• _TRY IT_: Your reply should be made up of every line in the records below that holds the string "Extract".

• _INFORMATION_:
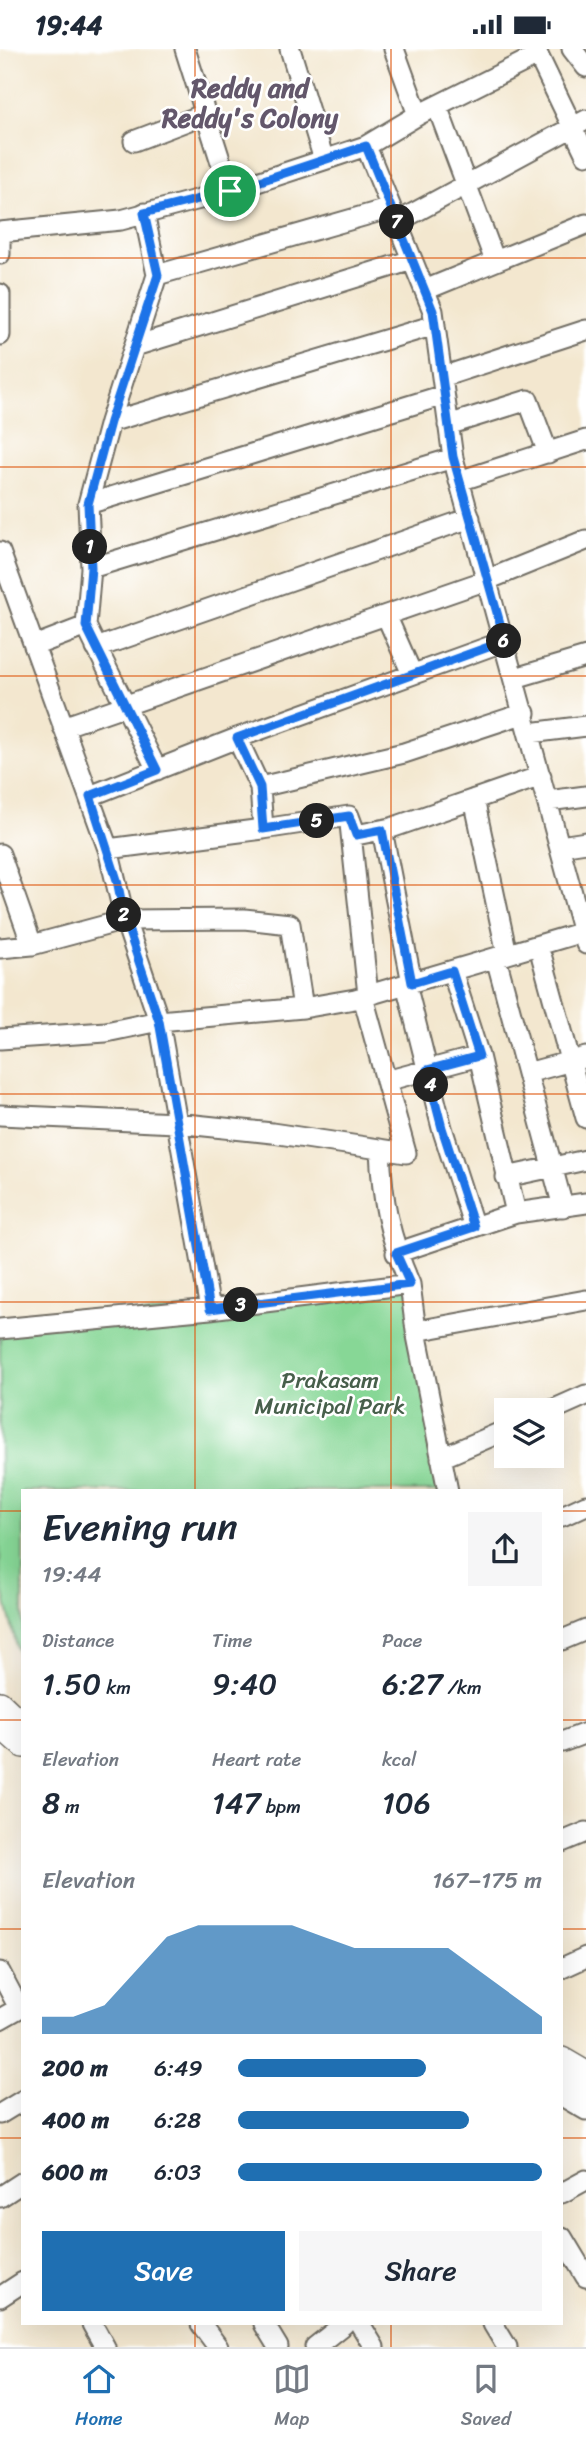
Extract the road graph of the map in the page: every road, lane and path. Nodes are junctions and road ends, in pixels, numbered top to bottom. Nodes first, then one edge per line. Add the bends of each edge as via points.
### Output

--

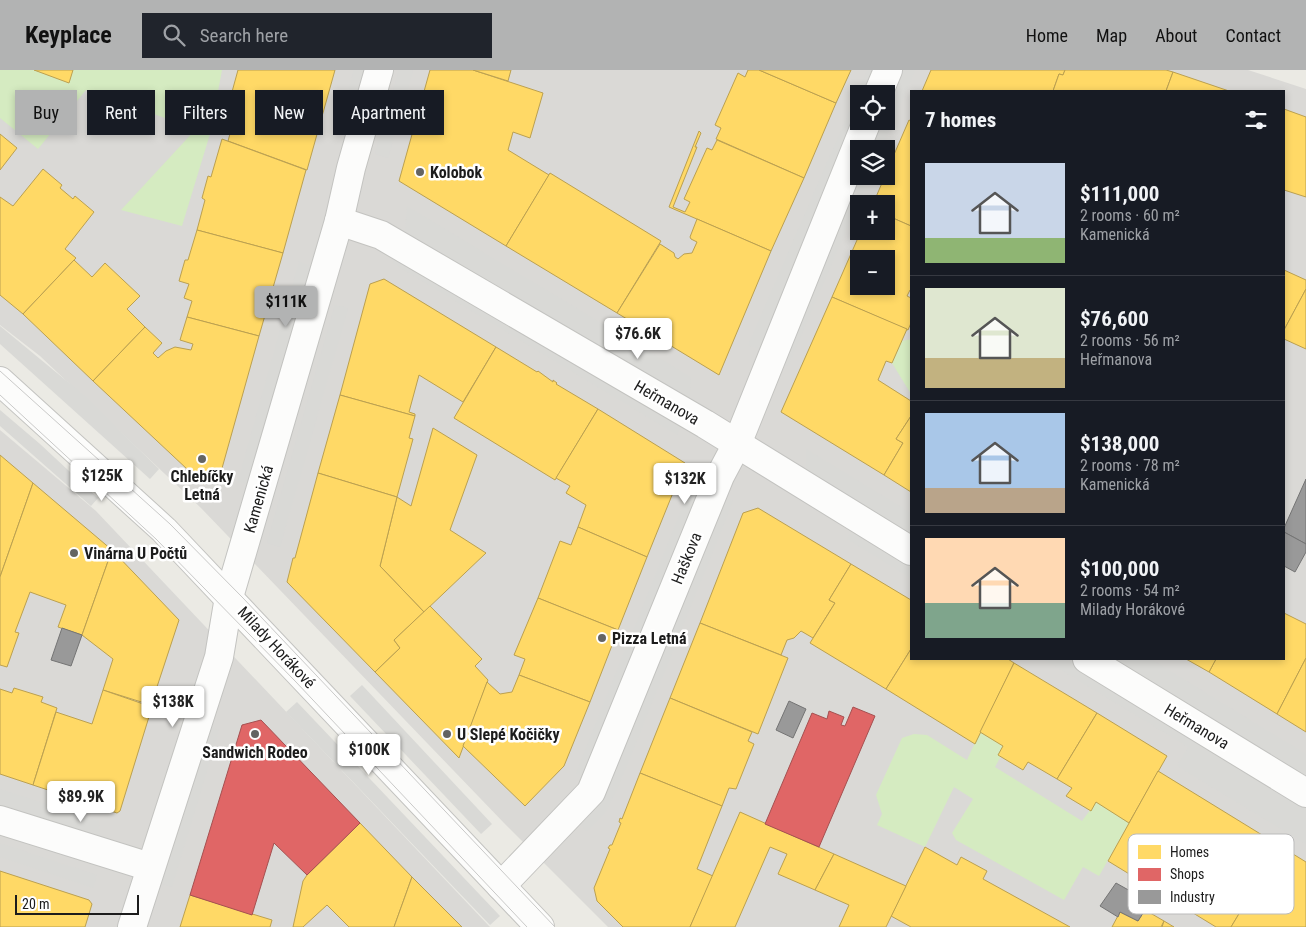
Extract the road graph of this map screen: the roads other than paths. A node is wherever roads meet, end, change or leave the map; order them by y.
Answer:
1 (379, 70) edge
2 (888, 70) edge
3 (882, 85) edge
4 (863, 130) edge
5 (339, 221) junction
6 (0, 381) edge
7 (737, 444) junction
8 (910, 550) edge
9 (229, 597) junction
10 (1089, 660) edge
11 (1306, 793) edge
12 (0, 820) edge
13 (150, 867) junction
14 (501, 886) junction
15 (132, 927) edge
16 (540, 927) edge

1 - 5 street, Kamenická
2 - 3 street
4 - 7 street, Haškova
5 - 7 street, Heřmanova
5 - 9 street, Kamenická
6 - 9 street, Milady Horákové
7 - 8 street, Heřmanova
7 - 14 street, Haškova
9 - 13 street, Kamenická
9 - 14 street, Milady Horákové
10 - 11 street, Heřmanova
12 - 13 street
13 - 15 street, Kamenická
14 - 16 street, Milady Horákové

• _RESULT OF THE TASK_:
Extract the road graph of the map in the page: every road, lane and path. Nodes are junctions and road ends, in pixels, numbered top to bottom. Nodes first, then one edge per line. Add the bends of each edge as via points.
Extract the road graph of this map screen: the roads other than paths. A node is wherever roads meet, end, change or leave the map; order them by y.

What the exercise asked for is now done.